On le voit donc, sur les réseaux sociaux et autres plateformes numériques, le harcèlement est une forme de violence collective et publique, plus dévastatrice que jamais. On sait aujourd’hui l’importance qu’a pris la e-réputation, toutes générations confondues. Et au-delà de cette réputation numérique, c’est bien la psychologie de l’individu qui est visée. Car un harcèlement physique est une chose terrible à supporter.
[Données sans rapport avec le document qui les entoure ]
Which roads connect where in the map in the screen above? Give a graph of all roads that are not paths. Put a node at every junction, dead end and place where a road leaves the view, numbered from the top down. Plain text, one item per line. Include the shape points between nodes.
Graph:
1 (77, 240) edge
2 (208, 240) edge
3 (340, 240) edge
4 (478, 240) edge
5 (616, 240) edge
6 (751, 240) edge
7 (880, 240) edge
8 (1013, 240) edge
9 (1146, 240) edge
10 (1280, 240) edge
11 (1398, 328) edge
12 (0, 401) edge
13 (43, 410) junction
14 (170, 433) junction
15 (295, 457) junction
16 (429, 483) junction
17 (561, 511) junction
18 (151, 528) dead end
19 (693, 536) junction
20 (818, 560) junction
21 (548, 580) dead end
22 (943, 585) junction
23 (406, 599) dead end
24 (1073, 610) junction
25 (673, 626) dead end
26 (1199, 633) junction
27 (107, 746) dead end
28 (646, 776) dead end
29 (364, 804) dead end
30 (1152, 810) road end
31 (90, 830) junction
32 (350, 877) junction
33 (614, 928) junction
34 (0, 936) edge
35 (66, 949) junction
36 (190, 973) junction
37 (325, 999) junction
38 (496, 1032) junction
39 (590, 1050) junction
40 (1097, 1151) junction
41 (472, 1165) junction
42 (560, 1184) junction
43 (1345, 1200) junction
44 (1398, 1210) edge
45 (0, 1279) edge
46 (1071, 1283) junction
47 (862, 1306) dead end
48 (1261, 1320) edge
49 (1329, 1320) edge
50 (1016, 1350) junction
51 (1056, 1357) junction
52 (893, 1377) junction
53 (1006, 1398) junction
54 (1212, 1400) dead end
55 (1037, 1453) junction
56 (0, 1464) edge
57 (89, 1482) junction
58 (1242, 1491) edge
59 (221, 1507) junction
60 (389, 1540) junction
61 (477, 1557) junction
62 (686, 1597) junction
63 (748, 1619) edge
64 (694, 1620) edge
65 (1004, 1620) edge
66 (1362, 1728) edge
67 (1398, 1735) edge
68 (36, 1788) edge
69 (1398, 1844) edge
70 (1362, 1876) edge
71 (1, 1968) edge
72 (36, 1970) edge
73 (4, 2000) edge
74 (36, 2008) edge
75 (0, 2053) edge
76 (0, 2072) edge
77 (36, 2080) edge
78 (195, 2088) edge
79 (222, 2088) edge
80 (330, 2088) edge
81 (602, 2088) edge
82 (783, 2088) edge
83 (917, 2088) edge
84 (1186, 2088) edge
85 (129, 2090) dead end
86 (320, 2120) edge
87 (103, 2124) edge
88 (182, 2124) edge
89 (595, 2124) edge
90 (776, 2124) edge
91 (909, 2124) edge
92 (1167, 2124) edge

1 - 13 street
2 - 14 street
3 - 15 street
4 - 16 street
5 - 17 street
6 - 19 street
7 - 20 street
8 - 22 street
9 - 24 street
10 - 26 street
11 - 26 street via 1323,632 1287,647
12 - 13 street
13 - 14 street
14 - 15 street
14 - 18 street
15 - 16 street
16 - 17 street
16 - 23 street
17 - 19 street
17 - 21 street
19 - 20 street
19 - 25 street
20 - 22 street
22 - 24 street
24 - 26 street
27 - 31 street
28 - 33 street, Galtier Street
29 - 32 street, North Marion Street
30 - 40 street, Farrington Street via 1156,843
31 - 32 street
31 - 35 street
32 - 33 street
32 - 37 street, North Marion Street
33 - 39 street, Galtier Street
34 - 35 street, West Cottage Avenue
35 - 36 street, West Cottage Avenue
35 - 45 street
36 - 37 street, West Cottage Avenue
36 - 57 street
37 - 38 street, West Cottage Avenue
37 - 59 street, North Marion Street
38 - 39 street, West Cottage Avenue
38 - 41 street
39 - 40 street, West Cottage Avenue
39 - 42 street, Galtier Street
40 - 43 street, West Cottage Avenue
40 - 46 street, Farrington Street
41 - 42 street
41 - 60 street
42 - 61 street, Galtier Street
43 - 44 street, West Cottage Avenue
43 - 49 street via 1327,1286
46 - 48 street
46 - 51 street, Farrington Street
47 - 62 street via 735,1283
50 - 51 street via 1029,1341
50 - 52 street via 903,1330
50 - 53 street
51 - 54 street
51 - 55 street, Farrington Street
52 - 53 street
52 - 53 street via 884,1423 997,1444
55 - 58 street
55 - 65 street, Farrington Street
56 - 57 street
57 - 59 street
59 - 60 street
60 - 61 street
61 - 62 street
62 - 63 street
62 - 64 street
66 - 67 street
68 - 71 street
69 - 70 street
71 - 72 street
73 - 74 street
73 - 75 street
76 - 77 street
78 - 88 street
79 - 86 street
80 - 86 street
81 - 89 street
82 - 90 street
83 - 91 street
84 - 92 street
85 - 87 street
Mais un harcèlement numérique peut ne jamais avoir de fin et a une visibilité publique telle que des véritables masses de personnes peuvent se liguer en peu de temps contre une victime et ainsi créer un véritable lynchage par messages interposés et à base de commentaires violents, d’images privées ou encore de diffusion de données personnelles. Car, à la différence d’un harcèlement physique, le cyber-harcèlement peut prendre de très nombreuses formes. C’est ce que nous allons voir par la suite.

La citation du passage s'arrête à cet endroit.